The Great Debate: Edmund Burke, Thomas Paine, and the Birth of Right and Left, by Yuval Levin
This book for me is parallel to Thomas Sowell’s classic, A Conflict of Visions, in that it penetrates the partisan bickering, rhetorical spin, sound bites, and self-serving interest group talking points to the core of the contrasting foundational philosophical beliefs about the nature of man, liberty, equality, and democracy. Burke and Paine personified the opposite poles in thought on these issues during one of the most tumultuous and decisive periods in world history, encompassing both the American and French revolutions. This is a great history of ideas and their consequences that reverberate to this day.

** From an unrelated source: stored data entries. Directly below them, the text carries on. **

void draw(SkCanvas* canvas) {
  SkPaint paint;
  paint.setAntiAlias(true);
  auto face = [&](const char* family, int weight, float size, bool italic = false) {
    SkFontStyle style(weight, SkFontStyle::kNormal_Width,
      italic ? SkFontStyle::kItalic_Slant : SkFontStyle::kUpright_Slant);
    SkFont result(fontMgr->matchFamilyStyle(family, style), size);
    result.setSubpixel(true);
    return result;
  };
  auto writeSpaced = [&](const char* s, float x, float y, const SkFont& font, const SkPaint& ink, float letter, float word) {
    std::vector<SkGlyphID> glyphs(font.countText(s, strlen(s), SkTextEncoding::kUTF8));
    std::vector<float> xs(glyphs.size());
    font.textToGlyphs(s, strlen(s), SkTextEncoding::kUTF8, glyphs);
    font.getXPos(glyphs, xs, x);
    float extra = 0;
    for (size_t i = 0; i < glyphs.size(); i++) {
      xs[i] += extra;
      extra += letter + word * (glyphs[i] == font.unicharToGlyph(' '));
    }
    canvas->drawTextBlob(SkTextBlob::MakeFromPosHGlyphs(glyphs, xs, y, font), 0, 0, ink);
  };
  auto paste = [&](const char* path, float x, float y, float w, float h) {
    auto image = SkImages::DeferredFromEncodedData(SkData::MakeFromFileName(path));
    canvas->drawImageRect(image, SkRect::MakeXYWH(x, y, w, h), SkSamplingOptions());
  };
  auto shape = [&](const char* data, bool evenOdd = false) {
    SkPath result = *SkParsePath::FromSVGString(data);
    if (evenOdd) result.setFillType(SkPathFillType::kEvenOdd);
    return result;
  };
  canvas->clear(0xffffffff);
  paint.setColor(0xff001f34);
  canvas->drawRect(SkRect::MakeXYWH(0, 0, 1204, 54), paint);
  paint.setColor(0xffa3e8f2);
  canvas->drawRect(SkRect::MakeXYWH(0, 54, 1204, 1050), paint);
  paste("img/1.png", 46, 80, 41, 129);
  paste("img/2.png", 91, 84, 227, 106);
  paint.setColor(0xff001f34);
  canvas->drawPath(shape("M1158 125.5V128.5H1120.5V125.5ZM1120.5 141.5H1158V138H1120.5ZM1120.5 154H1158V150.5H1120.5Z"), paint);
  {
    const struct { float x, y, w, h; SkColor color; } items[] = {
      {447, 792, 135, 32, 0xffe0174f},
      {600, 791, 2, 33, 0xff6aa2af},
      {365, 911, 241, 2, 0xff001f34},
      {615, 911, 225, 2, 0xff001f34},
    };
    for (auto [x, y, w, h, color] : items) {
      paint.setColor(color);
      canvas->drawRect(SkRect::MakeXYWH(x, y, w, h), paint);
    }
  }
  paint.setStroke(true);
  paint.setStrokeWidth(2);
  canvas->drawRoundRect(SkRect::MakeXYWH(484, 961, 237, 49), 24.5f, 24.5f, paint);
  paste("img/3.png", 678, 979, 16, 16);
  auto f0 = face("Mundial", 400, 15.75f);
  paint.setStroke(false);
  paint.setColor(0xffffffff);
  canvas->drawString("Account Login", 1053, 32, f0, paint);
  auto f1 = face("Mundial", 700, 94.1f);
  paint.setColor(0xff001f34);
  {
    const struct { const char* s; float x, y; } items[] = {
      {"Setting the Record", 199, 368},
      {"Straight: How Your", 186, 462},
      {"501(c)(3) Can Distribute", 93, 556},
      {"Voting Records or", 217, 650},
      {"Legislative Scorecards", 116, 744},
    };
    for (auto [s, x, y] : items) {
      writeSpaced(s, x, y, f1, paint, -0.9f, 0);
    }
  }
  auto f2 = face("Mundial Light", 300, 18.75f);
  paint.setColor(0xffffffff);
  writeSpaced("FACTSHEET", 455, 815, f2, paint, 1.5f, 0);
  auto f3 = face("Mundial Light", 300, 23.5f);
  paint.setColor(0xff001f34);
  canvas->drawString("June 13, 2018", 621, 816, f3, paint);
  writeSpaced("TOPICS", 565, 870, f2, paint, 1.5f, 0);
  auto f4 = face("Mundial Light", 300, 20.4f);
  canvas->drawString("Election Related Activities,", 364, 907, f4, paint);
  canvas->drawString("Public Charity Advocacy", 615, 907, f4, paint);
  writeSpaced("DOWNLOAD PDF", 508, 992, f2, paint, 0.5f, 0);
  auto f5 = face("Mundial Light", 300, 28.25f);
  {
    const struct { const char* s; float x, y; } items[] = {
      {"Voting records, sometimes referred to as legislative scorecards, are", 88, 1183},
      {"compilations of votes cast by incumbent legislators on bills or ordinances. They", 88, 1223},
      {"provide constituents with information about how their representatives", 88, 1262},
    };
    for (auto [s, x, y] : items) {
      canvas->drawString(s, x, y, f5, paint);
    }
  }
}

The Experience of God: Being, Consciousness, Bliss, by David Bentley Hart
First, I warn that this is a very difficult read, even if one has plowed fairly deeply into the philosophical concepts of being and consciousness. And it is deeply philosophical more than theological–it’s not about the Trinity. The author is at his best when countering claims that being and consciousness can be explained in materialistic or deistic terms. He simply asks three questions that atheists typically stumble badly in attempting to answer: Why is there something rather than nothing? What makes reasoning possible? Why do we love? Hard going, but rewarding.

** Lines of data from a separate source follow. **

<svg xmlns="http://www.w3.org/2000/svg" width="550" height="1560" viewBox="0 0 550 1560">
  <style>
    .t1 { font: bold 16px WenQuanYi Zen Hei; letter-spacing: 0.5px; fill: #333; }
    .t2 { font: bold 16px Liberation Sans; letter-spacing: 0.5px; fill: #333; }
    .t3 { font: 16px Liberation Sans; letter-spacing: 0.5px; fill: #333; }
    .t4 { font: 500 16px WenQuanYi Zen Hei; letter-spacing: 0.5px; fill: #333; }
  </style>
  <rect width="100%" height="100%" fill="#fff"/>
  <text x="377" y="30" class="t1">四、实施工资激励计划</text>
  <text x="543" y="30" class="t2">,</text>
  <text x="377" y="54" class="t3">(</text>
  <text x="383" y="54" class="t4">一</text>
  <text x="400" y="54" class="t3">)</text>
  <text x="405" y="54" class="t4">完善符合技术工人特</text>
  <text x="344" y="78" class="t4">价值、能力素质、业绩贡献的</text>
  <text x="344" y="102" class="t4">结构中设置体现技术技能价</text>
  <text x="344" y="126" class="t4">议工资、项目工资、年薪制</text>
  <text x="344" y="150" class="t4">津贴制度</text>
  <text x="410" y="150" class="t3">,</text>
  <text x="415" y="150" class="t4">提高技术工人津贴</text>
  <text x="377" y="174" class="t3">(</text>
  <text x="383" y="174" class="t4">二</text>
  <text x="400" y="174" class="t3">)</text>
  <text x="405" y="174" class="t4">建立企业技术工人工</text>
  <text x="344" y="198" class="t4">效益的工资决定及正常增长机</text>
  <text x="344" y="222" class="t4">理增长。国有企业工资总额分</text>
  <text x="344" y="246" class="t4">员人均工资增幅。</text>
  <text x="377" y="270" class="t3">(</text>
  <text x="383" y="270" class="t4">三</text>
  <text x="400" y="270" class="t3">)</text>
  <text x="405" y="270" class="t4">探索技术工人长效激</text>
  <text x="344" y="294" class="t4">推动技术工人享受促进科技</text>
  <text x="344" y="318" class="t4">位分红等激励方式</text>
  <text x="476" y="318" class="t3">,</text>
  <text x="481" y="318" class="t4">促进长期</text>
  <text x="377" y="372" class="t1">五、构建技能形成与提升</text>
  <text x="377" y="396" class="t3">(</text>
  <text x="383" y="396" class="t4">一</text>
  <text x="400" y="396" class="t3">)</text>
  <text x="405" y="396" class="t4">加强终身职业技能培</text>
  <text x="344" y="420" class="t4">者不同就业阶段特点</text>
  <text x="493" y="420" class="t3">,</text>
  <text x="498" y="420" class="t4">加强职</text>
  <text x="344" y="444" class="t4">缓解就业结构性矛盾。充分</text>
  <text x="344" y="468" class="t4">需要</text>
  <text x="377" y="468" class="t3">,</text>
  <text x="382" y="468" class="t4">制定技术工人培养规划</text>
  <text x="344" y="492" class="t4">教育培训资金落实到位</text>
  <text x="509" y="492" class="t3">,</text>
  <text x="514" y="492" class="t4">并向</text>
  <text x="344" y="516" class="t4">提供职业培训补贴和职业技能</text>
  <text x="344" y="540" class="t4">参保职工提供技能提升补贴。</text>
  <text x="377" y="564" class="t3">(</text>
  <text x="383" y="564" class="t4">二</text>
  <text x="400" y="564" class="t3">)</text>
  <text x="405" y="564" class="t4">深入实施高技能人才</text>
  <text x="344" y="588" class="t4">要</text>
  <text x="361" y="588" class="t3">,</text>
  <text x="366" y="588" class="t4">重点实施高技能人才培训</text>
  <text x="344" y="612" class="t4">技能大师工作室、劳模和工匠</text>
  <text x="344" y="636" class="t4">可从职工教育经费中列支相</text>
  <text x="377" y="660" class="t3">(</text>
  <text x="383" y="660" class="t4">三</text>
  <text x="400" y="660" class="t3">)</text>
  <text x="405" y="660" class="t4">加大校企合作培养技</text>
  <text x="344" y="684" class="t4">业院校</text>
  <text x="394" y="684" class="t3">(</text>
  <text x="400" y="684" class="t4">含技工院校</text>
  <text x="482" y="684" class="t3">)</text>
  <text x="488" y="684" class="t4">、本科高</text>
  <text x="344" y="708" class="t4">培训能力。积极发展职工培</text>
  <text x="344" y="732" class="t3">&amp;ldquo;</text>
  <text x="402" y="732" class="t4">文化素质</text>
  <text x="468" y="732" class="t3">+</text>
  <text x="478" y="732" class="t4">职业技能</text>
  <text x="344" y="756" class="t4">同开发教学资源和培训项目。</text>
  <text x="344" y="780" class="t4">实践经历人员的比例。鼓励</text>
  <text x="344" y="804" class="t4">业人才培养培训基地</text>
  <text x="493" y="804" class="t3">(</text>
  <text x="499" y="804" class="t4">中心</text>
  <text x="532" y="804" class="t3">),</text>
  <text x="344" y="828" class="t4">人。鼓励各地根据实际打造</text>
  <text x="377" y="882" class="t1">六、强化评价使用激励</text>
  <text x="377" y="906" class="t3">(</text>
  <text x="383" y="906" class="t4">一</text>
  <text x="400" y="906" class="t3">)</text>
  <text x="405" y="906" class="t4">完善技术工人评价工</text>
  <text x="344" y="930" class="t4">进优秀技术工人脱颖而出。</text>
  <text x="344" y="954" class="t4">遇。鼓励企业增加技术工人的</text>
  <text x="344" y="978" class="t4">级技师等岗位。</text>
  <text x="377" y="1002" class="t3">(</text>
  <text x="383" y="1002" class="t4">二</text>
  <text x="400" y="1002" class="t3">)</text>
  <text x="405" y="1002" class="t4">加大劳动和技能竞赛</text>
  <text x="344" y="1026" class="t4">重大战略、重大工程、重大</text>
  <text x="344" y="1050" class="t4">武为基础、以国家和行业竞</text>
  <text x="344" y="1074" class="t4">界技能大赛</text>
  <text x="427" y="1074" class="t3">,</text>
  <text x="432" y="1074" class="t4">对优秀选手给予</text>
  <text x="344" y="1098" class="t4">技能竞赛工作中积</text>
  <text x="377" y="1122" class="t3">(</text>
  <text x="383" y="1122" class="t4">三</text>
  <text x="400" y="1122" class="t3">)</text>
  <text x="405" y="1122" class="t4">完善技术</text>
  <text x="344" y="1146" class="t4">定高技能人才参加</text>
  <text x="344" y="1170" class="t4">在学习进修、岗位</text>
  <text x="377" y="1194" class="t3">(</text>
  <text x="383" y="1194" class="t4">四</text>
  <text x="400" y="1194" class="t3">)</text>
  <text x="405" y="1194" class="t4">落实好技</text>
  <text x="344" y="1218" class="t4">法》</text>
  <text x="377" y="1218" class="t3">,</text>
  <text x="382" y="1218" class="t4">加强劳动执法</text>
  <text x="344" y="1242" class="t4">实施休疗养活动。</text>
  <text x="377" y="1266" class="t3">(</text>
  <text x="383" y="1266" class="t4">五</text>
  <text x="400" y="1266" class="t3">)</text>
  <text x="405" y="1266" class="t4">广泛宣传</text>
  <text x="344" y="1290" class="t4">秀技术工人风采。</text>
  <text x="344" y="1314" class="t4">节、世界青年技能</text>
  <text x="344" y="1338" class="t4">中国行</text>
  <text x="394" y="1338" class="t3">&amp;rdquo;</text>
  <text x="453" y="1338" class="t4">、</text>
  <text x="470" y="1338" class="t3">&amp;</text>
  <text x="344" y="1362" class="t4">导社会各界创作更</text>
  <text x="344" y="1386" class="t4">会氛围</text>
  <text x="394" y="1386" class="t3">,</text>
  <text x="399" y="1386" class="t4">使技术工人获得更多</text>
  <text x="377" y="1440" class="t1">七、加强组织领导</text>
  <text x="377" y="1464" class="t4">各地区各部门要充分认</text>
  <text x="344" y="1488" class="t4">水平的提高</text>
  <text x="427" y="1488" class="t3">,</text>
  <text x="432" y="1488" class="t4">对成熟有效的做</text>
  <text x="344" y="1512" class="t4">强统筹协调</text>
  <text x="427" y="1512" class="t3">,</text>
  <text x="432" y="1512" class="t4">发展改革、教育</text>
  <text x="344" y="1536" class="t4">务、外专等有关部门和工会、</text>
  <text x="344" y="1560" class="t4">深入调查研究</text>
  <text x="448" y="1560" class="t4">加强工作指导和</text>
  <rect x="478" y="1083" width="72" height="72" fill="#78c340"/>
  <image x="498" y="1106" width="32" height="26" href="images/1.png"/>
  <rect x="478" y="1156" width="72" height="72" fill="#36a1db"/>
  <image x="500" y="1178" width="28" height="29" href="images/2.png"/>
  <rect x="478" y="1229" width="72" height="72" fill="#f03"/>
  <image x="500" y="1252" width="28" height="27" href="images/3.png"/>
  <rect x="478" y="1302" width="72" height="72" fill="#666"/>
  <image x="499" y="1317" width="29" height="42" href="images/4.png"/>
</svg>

Lawrence in Arabia: War, Deceit, Imperial Folly, and the Making of the Modern Middle East, by Scott Anderson
This is a fun book. If you like history, intrigue, foreign policy, military strategy, studies in human nature, and in particular if you were a fan of the 1962 David Lean movie, Lawrence of Arabia, you will love this book. And the subtitle tells it all–it is a timely and well-researched narrative and analysis of the period in the Middle East from the run up to the outbreak of World War I through its conclusion, with all of the implications for the complicated dynamics and turmoil that continue to challenge us today in that region.
Greg Stachura says
Jim,
Though I agree that in the extreme neither Right nor Left have absolute tolerance for religious freedom it is fair to say that the Judeo/Christian (usually affiliated with the Right politically) ethos has a more tolerant record in our nation than the left which presumes all moral standards to be secular in their origins and authority and also presumes their nature to be as flexible as the whims of the masses. The Right is more aligned with the notion of permanency akin to the Laws of Nature and Nature’s God.